Who Is The Struggling Child?

We moms can learn from our everyday circumstances as we come alongside our children in relationship and love.

A few years ago I read a series of children's stories called Frog and Toad with my little ones.

In one of the books, Frog (or Toad, I can't remember which one) planted a garden and then fretted over it. He nearly drove himself crazy trying to make those seeds he had planted grow. It was so futile. He could have been enjoying tending his garden instead of fretting over its growth. It was not his responsibility to grow the seeds, only to water them and keep the soil weed-free and protected from damaging influences.

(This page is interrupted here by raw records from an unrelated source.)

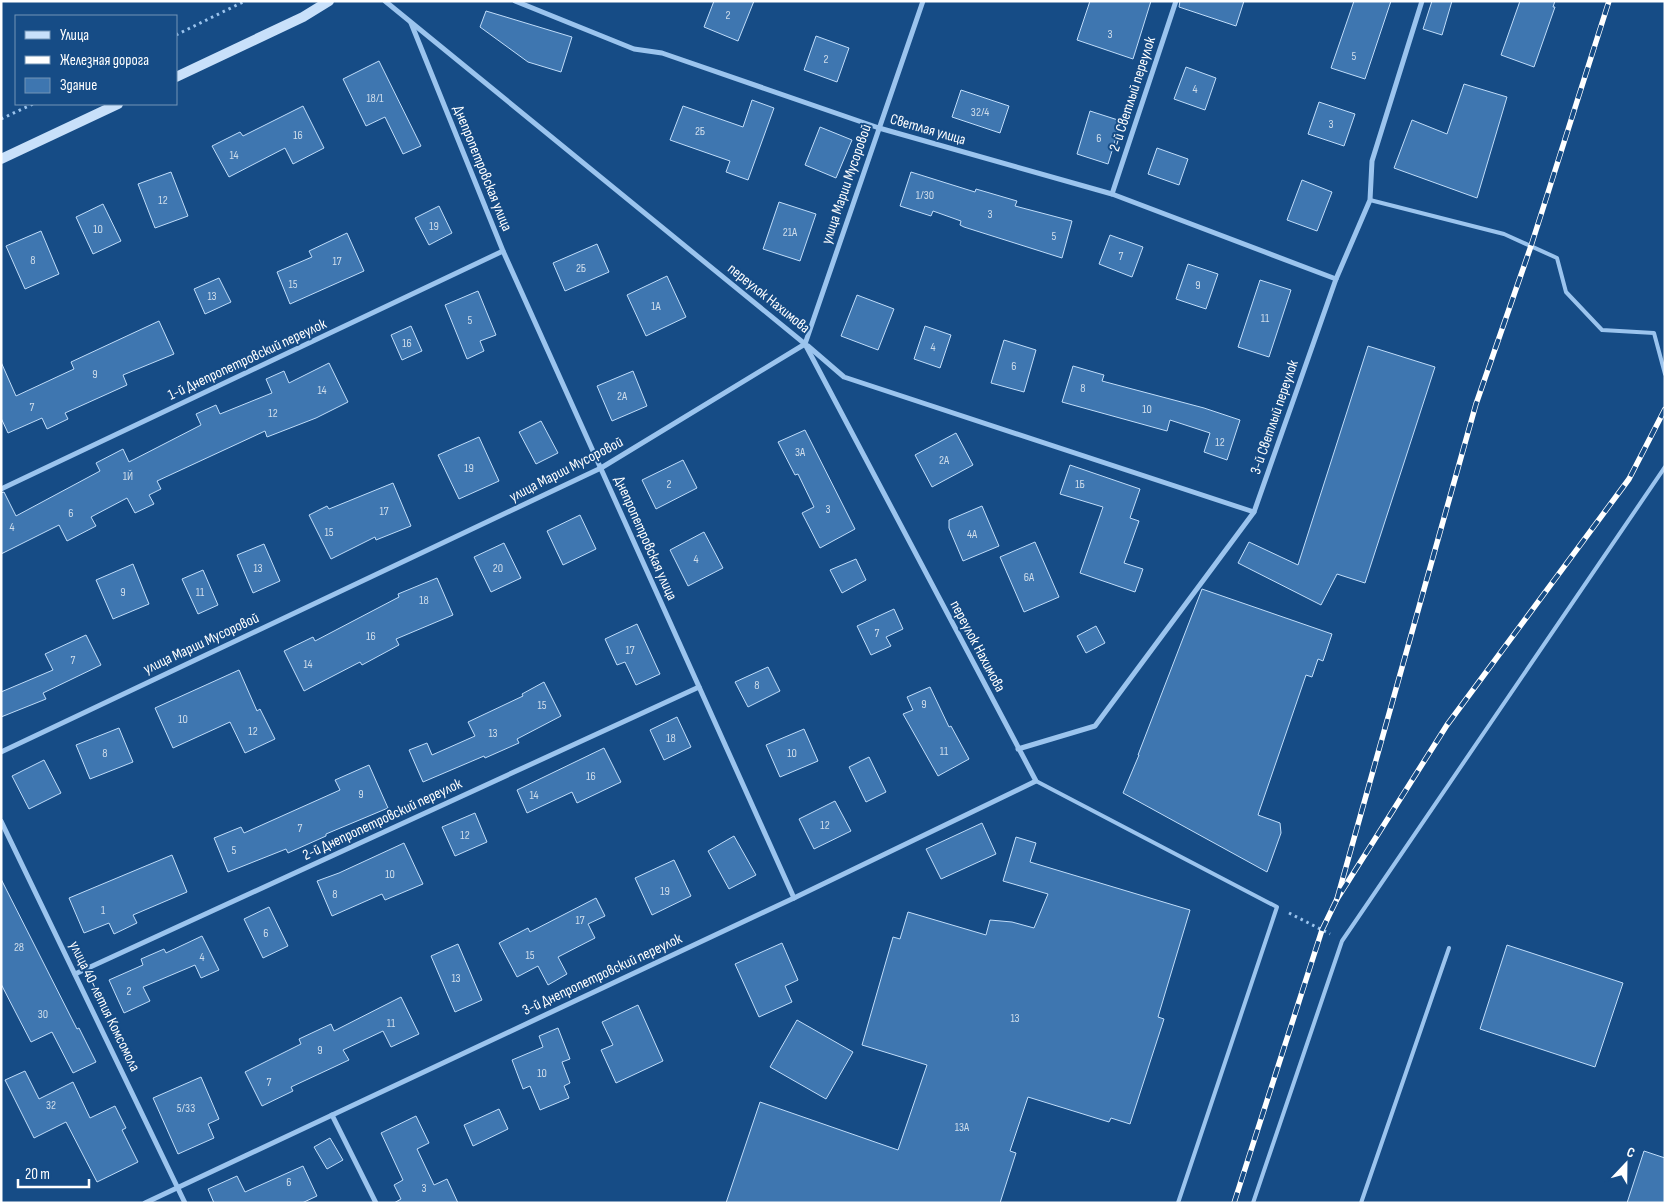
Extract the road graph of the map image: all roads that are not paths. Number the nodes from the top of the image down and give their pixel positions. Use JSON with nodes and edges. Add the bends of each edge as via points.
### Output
{"nodes":[{"id":1,"x":329,"y":1,"type":"edge"},
{"id":2,"x":385,"y":1,"type":"edge"},
{"id":3,"x":515,"y":1,"type":"edge"},
{"id":4,"x":923,"y":1,"type":"edge"},
{"id":5,"x":1176,"y":1,"type":"edge"},
{"id":6,"x":1422,"y":1,"type":"edge"},
{"id":7,"x":410,"y":21,"type":"junction"},
{"id":8,"x":178,"y":75,"type":"edge"},
{"id":9,"x":116,"y":105,"type":"edge"},
{"id":10,"x":879,"y":128,"type":"junction"},
{"id":11,"x":1,"y":159,"type":"edge"},
{"id":12,"x":1112,"y":194,"type":"junction"},
{"id":13,"x":1370,"y":200,"type":"junction"},
{"id":14,"x":503,"y":251,"type":"junction"},
{"id":15,"x":1336,"y":279,"type":"junction"},
{"id":16,"x":805,"y":344,"type":"junction"},
{"id":17,"x":1665,"y":374,"type":"edge"},
{"id":18,"x":1665,"y":467,"type":"edge"},
{"id":19,"x":601,"y":468,"type":"junction"},
{"id":20,"x":1,"y":489,"type":"edge"},
{"id":21,"x":1254,"y":512,"type":"junction"},
{"id":22,"x":699,"y":687,"type":"junction"},
{"id":23,"x":1018,"y":749,"type":"junction"},
{"id":24,"x":1,"y":752,"type":"edge"},
{"id":25,"x":1036,"y":781,"type":"junction"},
{"id":26,"x":1,"y":820,"type":"edge"},
{"id":27,"x":794,"y":898,"type":"junction"},
{"id":28,"x":1449,"y":948,"type":"dead end"},
{"id":29,"x":75,"y":974,"type":"junction"},
{"id":30,"x":332,"y":1115,"type":"junction"},
{"id":31,"x":178,"y":1187,"type":"junction"},
{"id":32,"x":145,"y":1203,"type":"edge"},
{"id":33,"x":185,"y":1203,"type":"edge"},
{"id":34,"x":376,"y":1203,"type":"edge"},
{"id":35,"x":1178,"y":1203,"type":"edge"},
{"id":36,"x":1253,"y":1203,"type":"edge"},
{"id":37,"x":1361,"y":1203,"type":"edge"}],
"edges":[{"from":1,"to":8,"type":"street","via":[[303,17]]},
{"from":2,"to":7,"type":"street","name":"переулок Нахимова"},
{"from":3,"to":10,"type":"street","name":"Светлая улица","via":[[634,49],[662,53]]},
{"from":4,"to":10,"type":"street","name":"улица Марии Мусоровой"},
{"from":5,"to":12,"type":"street","name":"2-й Светлый переулок"},
{"from":6,"to":13,"type":"street","name":"3-й Светлый переулок","via":[[1372,161]]},
{"from":7,"to":14,"type":"street","name":"Днепропетровская улица"},
{"from":7,"to":16,"type":"street","name":"переулок Нахимова"},
{"from":9,"to":11,"type":"street"},
{"from":10,"to":12,"type":"street","name":"Светлая улица"},
{"from":10,"to":16,"type":"street","name":"улица Марии Мусоровой"},
{"from":12,"to":15,"type":"street","name":"Светлая улица"},
{"from":13,"to":15,"type":"street","name":"3-й Светлый переулок"},
{"from":13,"to":17,"type":"lane","via":[[1504,234],[1557,258],[1566,292],[1602,330],[1654,334]]},
{"from":14,"to":19,"type":"street","name":"Днепропетровская улица"},
{"from":14,"to":20,"type":"street","name":"1-й Днепропетровский переулок"},
{"from":15,"to":21,"type":"street","name":"3-й Светлый переулок"},
{"from":16,"to":19,"type":"street","name":"улица Марии Мусоровой"},
{"from":16,"to":21,"type":"street","via":[[844,377]]},
{"from":16,"to":23,"type":"street","name":"переулок Нахимова"},
{"from":18,"to":36,"type":"lane","via":[[1342,941]]},
{"from":19,"to":22,"type":"street","name":"Днепропетровская улица"},
{"from":19,"to":24,"type":"street","name":"улица Марии Мусоровой"},
{"from":21,"to":23,"type":"street","name":"3-й Светлый переулок","via":[[1095,726]]},
{"from":22,"to":27,"type":"street","name":"Днепропетровская улица"},
{"from":22,"to":29,"type":"street","name":"2-й Днепропетровский переулок"},
{"from":23,"to":25,"type":"street"},
{"from":25,"to":27,"type":"street","name":"3-й Днепропетровский переулок"},
{"from":25,"to":35,"type":"lane","via":[[1277,907]]},
{"from":26,"to":29,"type":"street","name":"улица 40-летия Комсомола"},
{"from":27,"to":30,"type":"street","name":"3-й Днепропетровский переулок"},
{"from":28,"to":37,"type":"lane"},
{"from":29,"to":31,"type":"street","name":"улица 40-летия Комсомола"},
{"from":30,"to":31,"type":"street","name":"3-й Днепропетровский переулок"},
{"from":30,"to":34,"type":"street"},
{"from":31,"to":32,"type":"street","name":"3-й Днепропетровский переулок"},
{"from":31,"to":33,"type":"street","name":"улица 40-летия Комсомола"}]}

At the time, his fretting paralleled what the Lord was teaching me about walking by faith. I needed to carry out my responsibilities of proactive parenting with grace and in the Spirit, but I could not produce the fruit. As I continue to water, weed, and protect the garden of my children’s hearts from damaging influences, I believe by faith that

what God has directed me by His Spirit to plant,
He will grow.

To God be the glory!

I can just see Frog or Toad digging up the seeds, checking if they’re growing or not, or stomping on the soil when they see it cracking open, killing the seeds in their process of worrying and fretting and not understanding God’s ways.

Sometimes a mother’s worrying and fretting kills the sprouting seeds as well. If she does not know her God and His ways because she is not grounded in sound doctrine or doesn’t experience His love for her, she will not have the eyes to see His Hand through her children’s or her own growth processes.

Yes, we do have a responsibility to cooperate with the Lord, and we must not neglect those responsibilities or assume someone else is carrying those out in our place. But we also must be discerning as to what is really our responsibility (abiding in Him while parenting proactively, for example) and what is God’s (the work of His Spirit to transform our children and us).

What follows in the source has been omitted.